> [The problem]: Collect each line of the entries that holds the string "wrist".

> [The input]:
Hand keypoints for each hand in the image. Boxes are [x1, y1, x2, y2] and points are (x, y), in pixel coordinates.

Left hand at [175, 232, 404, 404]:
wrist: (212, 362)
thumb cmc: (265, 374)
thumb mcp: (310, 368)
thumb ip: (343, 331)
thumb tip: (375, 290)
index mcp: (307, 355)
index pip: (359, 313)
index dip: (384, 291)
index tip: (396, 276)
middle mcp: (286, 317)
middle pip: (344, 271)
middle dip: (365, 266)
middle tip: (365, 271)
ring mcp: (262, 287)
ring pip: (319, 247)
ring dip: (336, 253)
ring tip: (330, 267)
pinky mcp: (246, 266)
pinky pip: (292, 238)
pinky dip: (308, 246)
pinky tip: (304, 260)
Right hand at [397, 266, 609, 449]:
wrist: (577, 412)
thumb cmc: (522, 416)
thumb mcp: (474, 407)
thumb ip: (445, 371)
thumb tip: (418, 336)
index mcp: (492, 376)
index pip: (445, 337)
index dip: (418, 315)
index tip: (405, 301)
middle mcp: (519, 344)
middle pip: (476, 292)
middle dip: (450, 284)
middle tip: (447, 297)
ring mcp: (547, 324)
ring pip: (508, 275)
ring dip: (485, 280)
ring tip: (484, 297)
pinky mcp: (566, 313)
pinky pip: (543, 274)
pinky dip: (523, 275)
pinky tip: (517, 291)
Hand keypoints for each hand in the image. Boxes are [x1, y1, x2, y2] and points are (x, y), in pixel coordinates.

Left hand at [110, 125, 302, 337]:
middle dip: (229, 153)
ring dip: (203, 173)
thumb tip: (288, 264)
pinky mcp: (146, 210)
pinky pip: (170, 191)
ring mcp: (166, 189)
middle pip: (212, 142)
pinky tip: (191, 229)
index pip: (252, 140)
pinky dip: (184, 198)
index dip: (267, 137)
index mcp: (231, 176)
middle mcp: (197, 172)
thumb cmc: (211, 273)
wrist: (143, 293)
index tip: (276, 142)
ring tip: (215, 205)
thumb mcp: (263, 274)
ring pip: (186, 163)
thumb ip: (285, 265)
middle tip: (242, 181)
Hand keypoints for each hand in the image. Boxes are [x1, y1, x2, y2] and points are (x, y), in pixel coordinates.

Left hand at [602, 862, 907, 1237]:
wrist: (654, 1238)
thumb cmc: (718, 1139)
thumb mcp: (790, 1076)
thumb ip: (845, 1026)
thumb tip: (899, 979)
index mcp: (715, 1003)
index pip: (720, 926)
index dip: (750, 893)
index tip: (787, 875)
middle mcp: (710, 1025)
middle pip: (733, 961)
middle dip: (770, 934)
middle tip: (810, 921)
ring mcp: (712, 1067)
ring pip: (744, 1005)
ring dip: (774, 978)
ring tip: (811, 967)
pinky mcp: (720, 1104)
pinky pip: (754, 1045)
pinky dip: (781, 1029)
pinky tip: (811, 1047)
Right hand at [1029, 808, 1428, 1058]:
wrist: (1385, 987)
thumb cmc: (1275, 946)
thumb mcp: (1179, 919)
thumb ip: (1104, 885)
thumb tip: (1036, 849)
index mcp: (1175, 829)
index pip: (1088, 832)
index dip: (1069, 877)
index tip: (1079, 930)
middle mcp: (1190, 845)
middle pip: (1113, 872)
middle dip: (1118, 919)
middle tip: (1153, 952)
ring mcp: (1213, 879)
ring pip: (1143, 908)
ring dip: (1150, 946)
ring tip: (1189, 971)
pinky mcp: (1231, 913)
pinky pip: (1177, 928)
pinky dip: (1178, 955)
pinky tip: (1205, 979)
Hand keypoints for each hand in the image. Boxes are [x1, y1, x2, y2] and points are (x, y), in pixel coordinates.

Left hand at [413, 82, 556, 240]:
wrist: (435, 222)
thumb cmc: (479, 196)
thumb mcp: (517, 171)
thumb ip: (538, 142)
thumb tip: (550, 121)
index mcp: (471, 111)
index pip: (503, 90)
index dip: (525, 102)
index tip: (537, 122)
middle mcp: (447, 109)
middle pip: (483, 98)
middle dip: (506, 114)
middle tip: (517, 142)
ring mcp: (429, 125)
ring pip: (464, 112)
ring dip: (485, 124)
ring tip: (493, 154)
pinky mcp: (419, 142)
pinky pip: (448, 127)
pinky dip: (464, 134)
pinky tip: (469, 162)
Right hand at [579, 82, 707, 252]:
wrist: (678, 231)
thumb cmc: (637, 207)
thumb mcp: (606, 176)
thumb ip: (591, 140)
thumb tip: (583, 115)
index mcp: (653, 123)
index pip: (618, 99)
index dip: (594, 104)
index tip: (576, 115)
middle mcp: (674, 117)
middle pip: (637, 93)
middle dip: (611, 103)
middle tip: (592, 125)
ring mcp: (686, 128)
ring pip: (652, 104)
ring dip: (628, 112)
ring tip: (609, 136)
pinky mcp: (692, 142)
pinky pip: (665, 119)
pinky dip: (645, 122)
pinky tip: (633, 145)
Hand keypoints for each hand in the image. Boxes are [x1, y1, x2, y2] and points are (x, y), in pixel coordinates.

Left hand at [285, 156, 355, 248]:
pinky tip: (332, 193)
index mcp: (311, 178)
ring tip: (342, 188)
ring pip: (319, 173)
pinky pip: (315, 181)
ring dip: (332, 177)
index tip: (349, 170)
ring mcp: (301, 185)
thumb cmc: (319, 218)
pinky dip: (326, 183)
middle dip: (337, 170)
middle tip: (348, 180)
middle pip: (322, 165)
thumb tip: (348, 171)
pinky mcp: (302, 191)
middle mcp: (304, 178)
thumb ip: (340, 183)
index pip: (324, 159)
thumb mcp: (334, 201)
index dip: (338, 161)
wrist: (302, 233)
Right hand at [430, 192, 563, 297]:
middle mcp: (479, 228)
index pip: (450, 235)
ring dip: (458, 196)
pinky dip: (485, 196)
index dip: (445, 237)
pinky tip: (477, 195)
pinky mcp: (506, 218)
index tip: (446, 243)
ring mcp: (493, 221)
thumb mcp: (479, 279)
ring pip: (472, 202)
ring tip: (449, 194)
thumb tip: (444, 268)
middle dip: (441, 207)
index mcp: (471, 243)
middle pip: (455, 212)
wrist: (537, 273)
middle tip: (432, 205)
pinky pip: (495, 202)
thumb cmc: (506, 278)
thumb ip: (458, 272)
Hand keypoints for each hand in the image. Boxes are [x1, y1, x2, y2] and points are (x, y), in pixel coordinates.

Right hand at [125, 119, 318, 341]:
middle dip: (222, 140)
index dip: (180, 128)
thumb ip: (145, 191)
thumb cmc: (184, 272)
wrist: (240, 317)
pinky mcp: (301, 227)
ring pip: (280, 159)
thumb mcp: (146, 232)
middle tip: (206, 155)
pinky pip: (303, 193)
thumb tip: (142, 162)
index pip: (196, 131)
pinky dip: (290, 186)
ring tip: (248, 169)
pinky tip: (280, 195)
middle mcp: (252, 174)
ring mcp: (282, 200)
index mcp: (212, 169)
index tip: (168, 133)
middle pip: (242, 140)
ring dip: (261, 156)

> [Answer box]:
wrist: (212, 362)
wrist: (577, 412)
wrist: (143, 293)
wrist: (654, 1238)
wrist: (1385, 987)
wrist: (435, 222)
wrist: (678, 231)
wrist: (302, 233)
wrist: (537, 273)
wrist: (240, 317)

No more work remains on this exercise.